A recent post on the India Ink blog of the New York Times juxtaposes Indian yoga, the way yoga is viewed by Indian teachers and practitioners in India, and Western yoga, the “multi-billion dollar industry.”
Even in the serious KPAYI shala in Mysore, there was an “Indian” Mysore Ashtanga class. Instead of beginning practice at 4:30 am, alongside dozens of the most serious and dedicated Ashtangis in the world, it started some vague time in the afternoon. Saraswati could often be seen chatting and joking with her Indian students, many of whom seemed to spend as much time sitting in a relaxed slouch, propped by their arms (and not in lotus position) as they did doing actual postures.

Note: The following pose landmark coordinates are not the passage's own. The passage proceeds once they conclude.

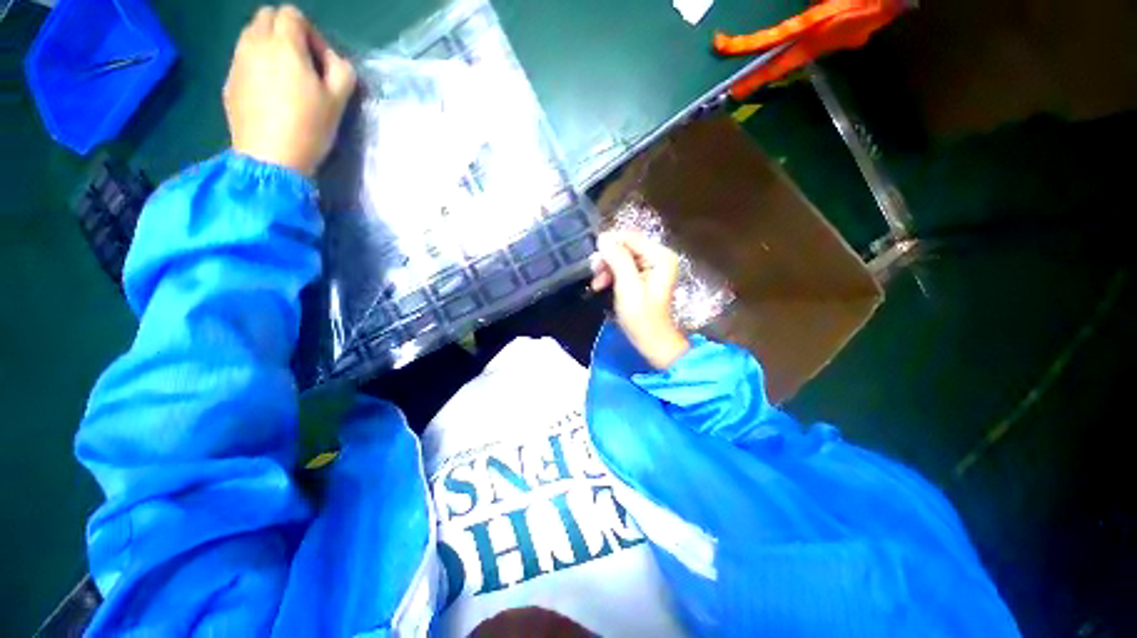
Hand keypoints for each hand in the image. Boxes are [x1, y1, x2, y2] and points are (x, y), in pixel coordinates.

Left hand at [224, 5, 356, 175]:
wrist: (270, 157)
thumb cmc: (309, 127)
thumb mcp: (339, 101)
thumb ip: (342, 71)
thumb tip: (334, 61)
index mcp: (284, 45)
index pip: (293, 15)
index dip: (310, 33)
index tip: (320, 60)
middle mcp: (255, 44)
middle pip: (266, 17)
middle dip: (285, 31)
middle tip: (302, 62)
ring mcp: (237, 62)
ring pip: (251, 35)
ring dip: (269, 45)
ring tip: (285, 77)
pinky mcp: (230, 82)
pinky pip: (243, 58)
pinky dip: (256, 64)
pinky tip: (269, 92)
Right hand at [591, 231, 690, 369]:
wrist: (652, 341)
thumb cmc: (642, 317)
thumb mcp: (628, 287)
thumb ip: (618, 260)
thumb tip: (603, 238)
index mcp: (660, 256)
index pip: (630, 238)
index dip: (609, 244)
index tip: (593, 260)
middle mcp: (658, 256)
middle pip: (626, 246)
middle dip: (607, 258)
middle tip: (594, 273)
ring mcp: (652, 266)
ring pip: (622, 256)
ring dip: (607, 268)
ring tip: (597, 284)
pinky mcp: (644, 276)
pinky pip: (623, 267)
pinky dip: (611, 274)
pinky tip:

The Western yogis haunting Mysore were lean, even gaunt, seekers on a path towards… something.
Shaila, the Indian auntie who invited visiting yoga students into her home for lunch and cooking classes, was also a longtime yogi — maybe one of the “casual students” that the NY Times references. She was stout, round, and embraced the practicality of everyday life.
From the Times’ blog post:
“Yoga is not just about asanas, it is a union of the body, mind and soul,” Delhi yoga teacher Nivedita Joshi told Times Crest, a Times of India publication, in an article also refuting the idea yoga can be dangerous. “It’s not an exercise, it’s a way of life,” she said.
In Sanskrit*, “Yoga” literally does mean “way,” “path,” “union” — a method, I’d assumed, towards some kind of enlightenment that I did not yet know.
But now, after traveling the path for awhile, I think maybe it’s more of a treadmill than a glorious Saturday hike in the hills leading to a vista.
You’re not walking to reach a destination, because there isn’t one (remember, there’s only one outcome to all of this); you’re traveling as a practice. An activity that’s ultimately pointless, on a results-based evaluation.
Will it make you fit? Maybe. Will it give you an opportunity to show off your body in form-fitting clothing for a few hours a day? That’s up to you.
However, today’s yoga practice is just one of many. Each moment of beauty, or humiliation, is just one dot on a long arc angling its way towards ultimate decay.
So I tell myself, Hold on tight while you let go.
*I am not a Sanskrit scholar, I just play one on this blog.